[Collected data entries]
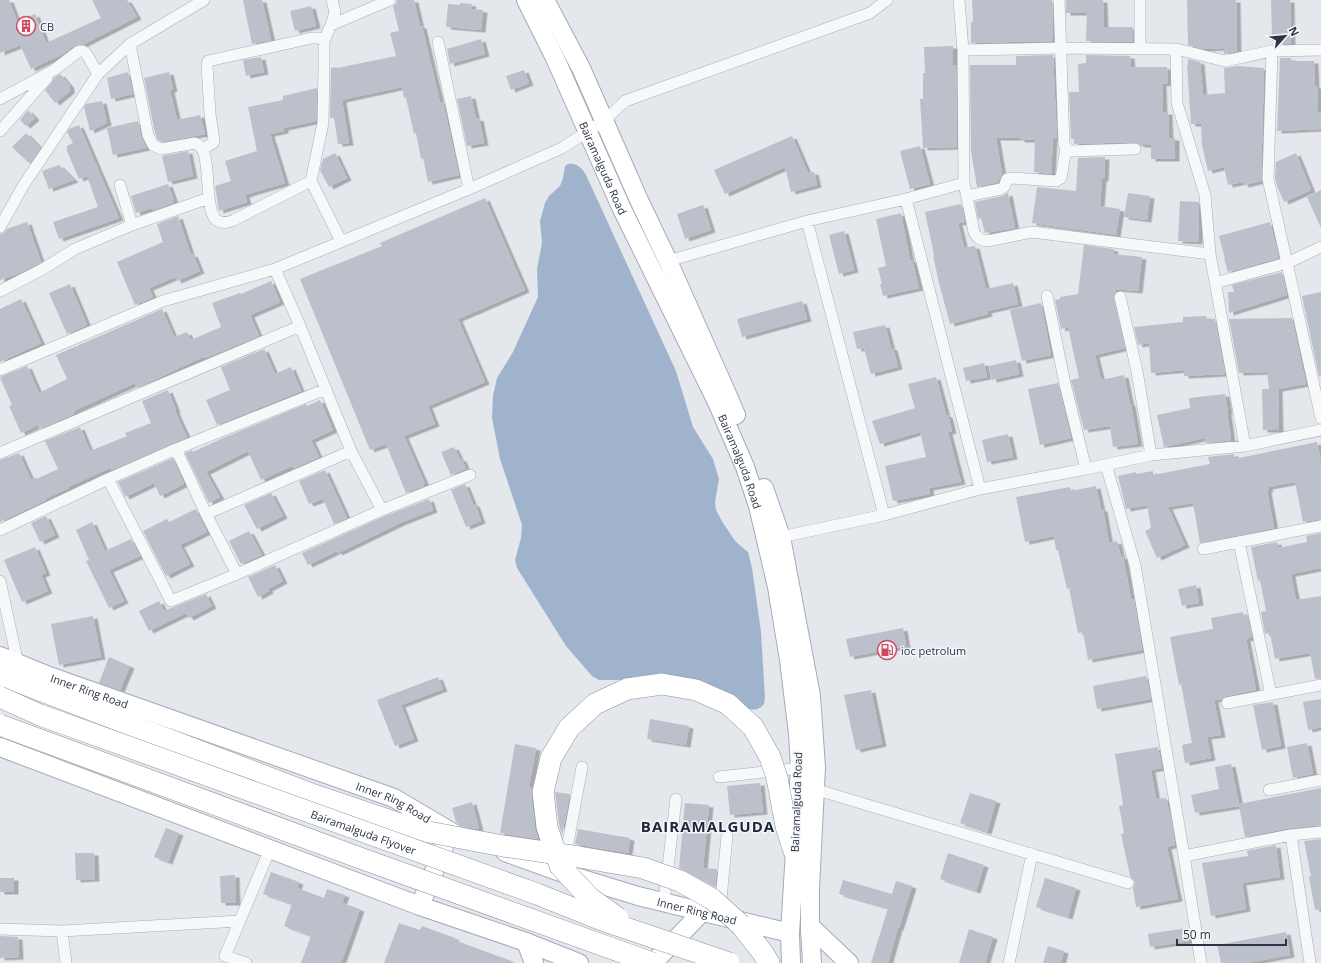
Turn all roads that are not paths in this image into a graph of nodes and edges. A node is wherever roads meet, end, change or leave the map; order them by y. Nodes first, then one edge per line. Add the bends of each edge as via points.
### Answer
1 (204, 0) edge
2 (332, 0) edge
3 (390, 0) edge
4 (526, 0) edge
5 (545, 0) edge
6 (886, 0) edge
7 (959, 0) edge
8 (1059, 0) edge
9 (1140, 0) edge
10 (331, 25) junction
11 (324, 41) junction
12 (438, 42) dead end
13 (130, 44) junction
14 (1061, 48) junction
15 (1140, 48) junction
16 (1176, 49) junction
17 (963, 50) junction
18 (1321, 50) edge
19 (1272, 51) junction
20 (54, 70) junction
21 (98, 74) junction
22 (0, 99) edge
23 (604, 121) junction
24 (0, 130) edge
25 (588, 133) junction
26 (202, 148) junction
27 (1066, 148) junction
28 (1135, 149) dead end
29 (311, 181) junction
30 (964, 184) junction
31 (120, 185) dead end
32 (469, 189) junction
33 (967, 196) junction
34 (209, 198) junction
35 (638, 198) junction
36 (906, 199) junction
37 (621, 207) junction
38 (807, 221) junction
39 (132, 225) junction
40 (0, 227) edge
41 (341, 241) junction
42 (1321, 247) edge
43 (1210, 254) junction
44 (668, 261) junction
45 (1287, 263) junction
46 (275, 269) junction
47 (1215, 283) junction
48 (0, 290) edge
49 (1047, 296) dead end
50 (1120, 297) dead end
51 (300, 326) junction
52 (0, 370) edge
53 (326, 389) junction
54 (1321, 418) edge
55 (1321, 430) edge
56 (1245, 446) junction
57 (176, 449) junction
58 (351, 451) junction
59 (0, 453) edge
60 (1151, 455) junction
61 (1106, 465) junction
62 (1086, 469) junction
63 (470, 475) dead end
64 (108, 479) junction
65 (980, 489) junction
66 (382, 510) junction
67 (206, 514) junction
68 (884, 515) junction
69 (1321, 526) edge
70 (0, 530) edge
71 (781, 538) junction
72 (1239, 542) junction
73 (1203, 549) dead end
74 (237, 574) junction
75 (0, 581) edge
76 (792, 636) junction
77 (0, 656) edge
78 (18, 664) junction
79 (0, 675) edge
80 (1321, 685) edge
81 (1271, 695) junction
82 (0, 697) edge
83 (1227, 704) dead end
84 (0, 725) edge
85 (0, 747) edge
86 (582, 767) dead end
87 (800, 768) junction
88 (719, 777) dead end
89 (1321, 780) edge
90 (814, 789) junction
91 (1269, 790) dead end
92 (676, 799) dead end
93 (450, 832) junction
94 (1321, 832) edge
95 (1291, 835) junction
96 (727, 836) dead end
97 (270, 849) junction
98 (794, 852) junction
99 (1032, 854) junction
100 (1184, 856) junction
101 (563, 873) junction
102 (1128, 883) dead end
103 (664, 901) junction
104 (420, 906) junction
105 (712, 913) junction
106 (240, 921) junction
107 (810, 926) junction
108 (0, 929) edge
109 (62, 931) junction
110 (636, 932) junction
111 (790, 933) junction
112 (526, 942) junction
113 (224, 960) edge
114 (66, 963) edge
115 (246, 963) edge
116 (534, 963) edge
117 (580, 963) edge
118 (652, 963) edge
119 (729, 963) edge
120 (769, 963) edge
121 (791, 963) edge
122 (812, 963) edge
123 (849, 963) edge
124 (1009, 963) edge
125 (1201, 963) edge
126 (1310, 963) edge

1 - 13 street
2 - 10 street via 335,12
3 - 10 street
4 - 25 main road, Bairamalguda Road
5 - 23 main road, Bairamalguda Road via 581,68
6 - 23 street via 870,13 625,101
7 - 17 street
8 - 14 street
9 - 15 street
10 - 11 street
11 - 26 street via 312,38 208,61 210,114 214,140
11 - 29 street via 323,123
12 - 32 street
13 - 21 street
13 - 26 street via 148,135 153,145 161,149 195,142
14 - 15 street
14 - 17 street
14 - 27 street
15 - 16 street
16 - 19 street via 1225,61
16 - 43 street via 1177,103 1205,195
17 - 30 street
18 - 19 street
19 - 45 street via 1268,179
20 - 21 street via 75,53 83,51
20 - 22 street
20 - 24 street
21 - 40 street via 23,186
23 - 25 street
23 - 35 main road, Bairamalguda Road
25 - 32 street via 562,148
25 - 37 main road, Bairamalguda Road
26 - 34 street
27 - 28 street via 1072,151
27 - 33 street via 1061,178 1056,181 1012,178 1007,179 1001,189
29 - 34 street via 224,223 217,221 213,216
29 - 41 street
30 - 33 street
30 - 36 street
31 - 39 street
32 - 41 street
33 - 43 street via 974,232 981,240 1032,232
34 - 39 street
35 - 37 main road
35 - 44 main road, Bairamalguda Road
36 - 38 street
36 - 65 street
37 - 76 main road, Bairamalguda Road via 716,400 745,468 758,506 777,587
38 - 44 street
38 - 68 street
39 - 48 street via 75,249 41,270
41 - 46 street
42 - 45 street
43 - 47 street
44 - 71 main road, Bairamalguda Road via 727,394
45 - 47 street
45 - 54 street
46 - 51 street
46 - 52 street via 163,301
47 - 56 street
49 - 62 street
50 - 60 street via 1137,371
51 - 53 street
51 - 59 street
53 - 57 street
53 - 58 street
55 - 56 street
56 - 60 street
57 - 64 street
57 - 67 street
58 - 66 street
58 - 67 street
60 - 61 street
61 - 62 street
61 - 100 street via 1135,565
62 - 65 street
63 - 66 street
64 - 70 street
64 - 74 street via 171,601
65 - 68 street
66 - 74 street
67 - 74 street
68 - 71 street
69 - 72 street
71 - 76 main road, Bairamalguda Road
72 - 73 street
72 - 81 street
75 - 78 street
76 - 87 main road, Bairamalguda Road
76 - 90 main road, Bairamalguda Road via 811,696 816,767
77 - 78 main road, Inner Ring Road
78 - 93 main road, Inner Ring Road via 394,798
79 - 120 highway, bridge via 314,795 394,822 470,840 643,868 680,881 712,899 741,925
80 - 81 street
81 - 83 street
82 - 110 highway, Bairamalguda Flyover, bridge via 40,715
84 - 118 highway, bridge
85 - 97 main road
86 - 101 street
87 - 88 street
87 - 98 main road, Bairamalguda Road
89 - 91 street
90 - 99 street
90 - 107 main road, Bairamalguda Road
92 - 103 street
93 - 101 main road, Inner Ring Road
93 - 104 main road
94 - 95 street
95 - 100 street
95 - 126 street
96 - 105 street
97 - 104 main road
97 - 106 street
98 - 110 highway, bridge via 770,757 753,727 728,704 696,690 662,684 627,689 595,704 569,728 551,758 543,792 547,827 560,866 590,898
98 - 111 main road, Bairamalguda Road
99 - 102 street
99 - 124 street
100 - 125 street
101 - 103 main road, Inner Ring Road via 638,896
103 - 105 main road, Inner Ring Road
104 - 112 main road
105 - 111 main road, Inner Ring Road
105 - 118 main road
106 - 109 street
106 - 113 street
107 - 122 main road, Bairamalguda Road
107 - 123 main road
108 - 109 street
109 - 114 street
110 - 119 highway, Bairamalguda Flyover, bridge
111 - 121 main road, Bairamalguda Road
112 - 116 main road
112 - 117 main road
113 - 115 street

**Exercise**
Going through the entries above, report how many lines contain the word "Flyover", with no other text.

**Exercise response**
2